Los momentos de asombro deben ser la meta para cualquier tiempo de estudio bíblico, ya sea que se trate de un tiempo personal de estudio de las Escrituras o de un tiempo de estudio por grupos pequeños. Pero los momentos de asombro pueden resultar escurridizos. Permanecen debajo de la superficie a menos que indaguemos más, tal como Jesús lo describe. Entonces, en esos momentos el escuchar se transforma en apropiarse. Y cuando nos apropiamos de lo oído, lo hacemos. De hecho, cumplimos el segundo prerrequisito de Jesús para ser un constructor sabio: poner sus palabras por obra.

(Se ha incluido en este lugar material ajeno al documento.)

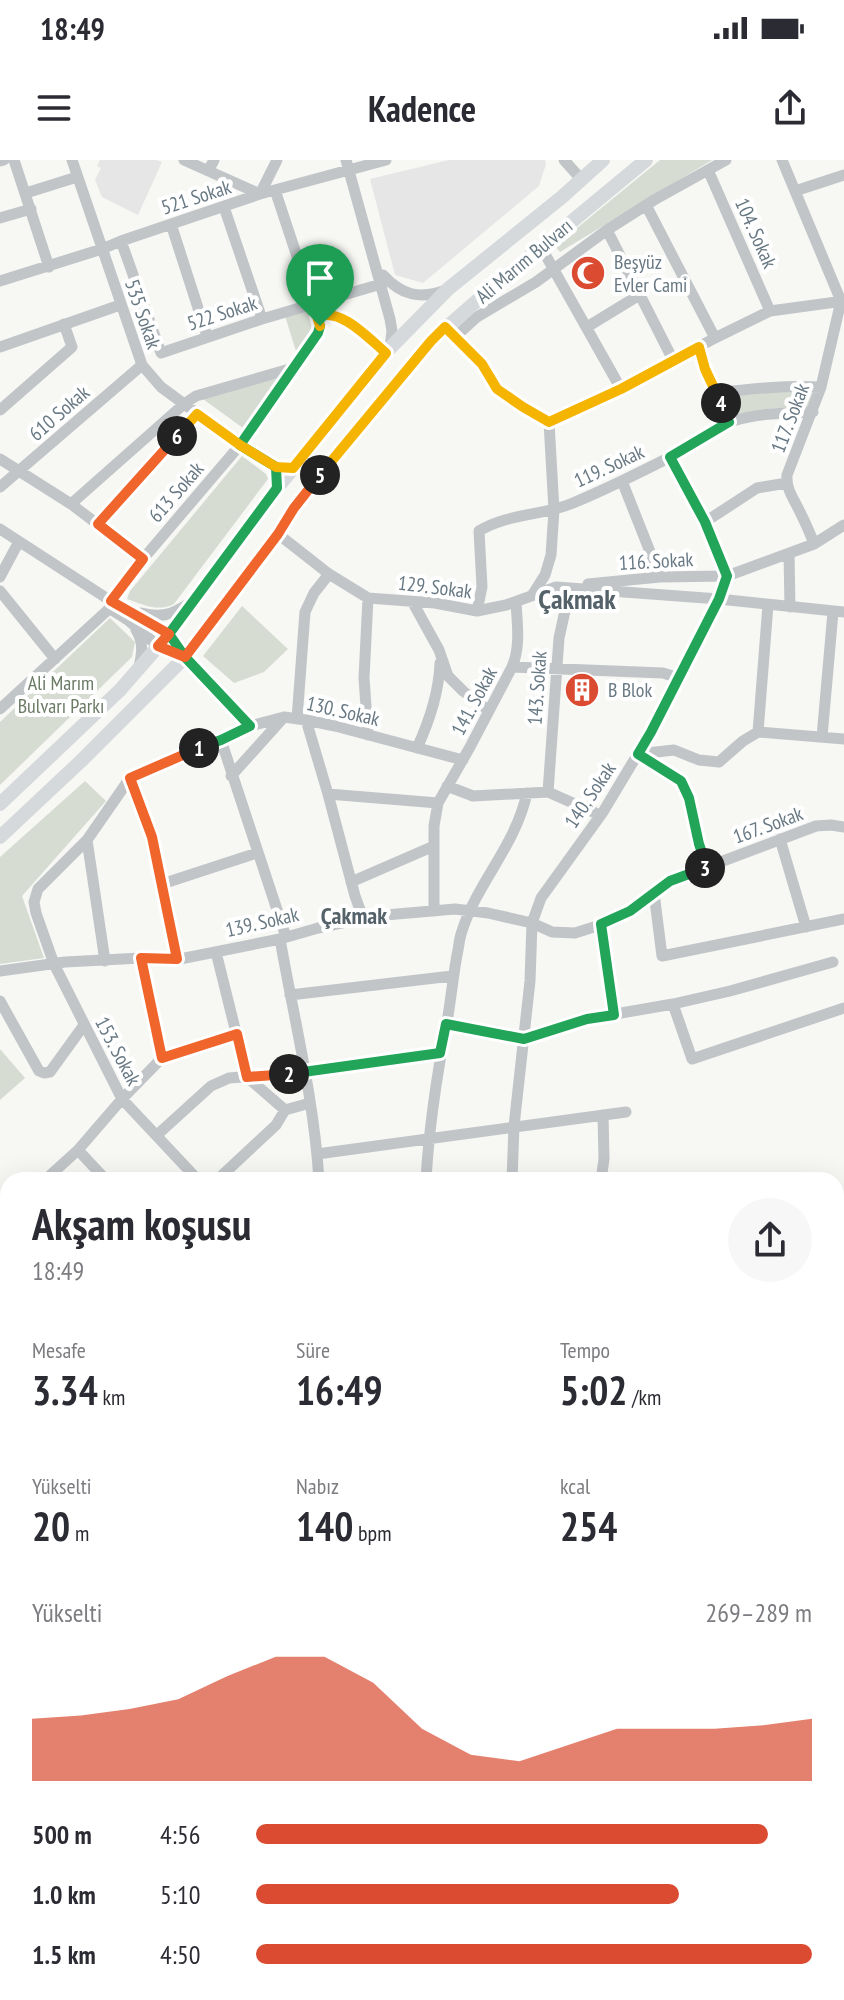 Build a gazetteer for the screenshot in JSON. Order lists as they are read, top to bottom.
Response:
{
  "streets": {
    "main road": ["Ali Marım Bulvarı"],
    "street": [
      "521 Sokak",
      "104. Sokak",
      "522 Sokak",
      "535 Sokak",
      "610 Sokak",
      "117. Sokak",
      "119. Sokak",
      "613 Sokak",
      "116. Sokak",
      "129. Sokak",
      "143. Sokak",
      "141. Sokak",
      "130. Sokak",
      "140. Sokak",
      "167. Sokak",
      "139. Sokak",
      "153. Sokak"
    ]
  },
  "crossings": [
    ["521 Sokak", "522 Sokak"],
    ["521 Sokak", "535 Sokak"],
    ["Ali Marım Bulvarı", "129. Sokak"],
    ["535 Sokak", "610 Sokak"],
    ["535 Sokak", "613 Sokak"],
    ["117. Sokak", "119. Sokak"],
    ["117. Sokak", "116. Sokak"],
    ["119. Sokak", "129. Sokak"],
    ["116. Sokak", "129. Sokak"],
    ["116. Sokak", "140. Sokak"],
    ["129. Sokak", "143. Sokak"],
    ["129. Sokak", "140. Sokak"],
    ["143. Sokak", "141. Sokak"],
    ["141. Sokak", "130. Sokak"],
    ["141. Sokak", "140. Sokak"],
    ["141. Sokak", "139. Sokak"],
    ["140. Sokak", "167. Sokak"],
    ["140. Sokak", "139. Sokak"],
    ["167. Sokak", "139. Sokak"],
    ["139. Sokak", "153. Sokak"]
  ],
  "districts": ["Çakmak", "Çakmak"],
  "parks": ["Ali Marım Bulvarı Parkı"],
  "places": {
    "mosque": ["Beşyüz Evler Cami"],
    "building": ["B Blok"]
  },
  "page": {
    "status": "18:49",
    "header": "Kadence",
    "pins": [
      "4",
      "6",
      "5",
      "1",
      "3",
      "2"
    ],
    "heading": ["Akşam koşusu", "18:49"],
    "stats": [
      ["Mesafe", "3.34 km"],
      ["Süre", "16:49"],
      ["Tempo", "5:02 /km"],
      ["Yükselti", "20 m"],
      ["Nabız", "140 bpm"],
      ["kcal", "254"]
    ],
    "chart": ["Yükselti", "269–289 m"],
    "list": [
      {
        "name": "500 m",
        "note": "4:56"
      },
      {
        "name": "1.0 km",
        "note": "5:10"
      },
      {
        "name": "1.5 km",
        "note": "4:50"
      }
    ]
  }
}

Así que, si esperamos ayudar a los jóvenes a vencer la tentación, nuestro enfoque educativo debería ser algo así: Proveer oportunidades para que los jóvenes presten atención a las palabras de Dios y para que las profundicen hasta que Jesús resplandezca en sus corazones.

¿Te das cuenta de que un encuentro tan personal con Jesús les daría a tus jóvenes el ánimo para resistir las trampas de las tentaciones que enfrentan como adolescentes, les proporcionaría discernimiento para ver más allá de la trampa que el enemigo les está tendiendo, y les otorgaría la sabiduría para refutar las vanas filosofías que andan a su alrededor? ¿Percibes cómo les ayudaría a tener una fe bien construida?

Posiblemente hayas escuchado este acróstico PUSH (Pray Until Something Happens), «Ora Hasta Que Algo Suceda». Tal vez deberíamos hacer algo semejante con el estudio bíblico: HUSH (Hear Until Something Happens), «Escucha Hasta que Algo Suceda».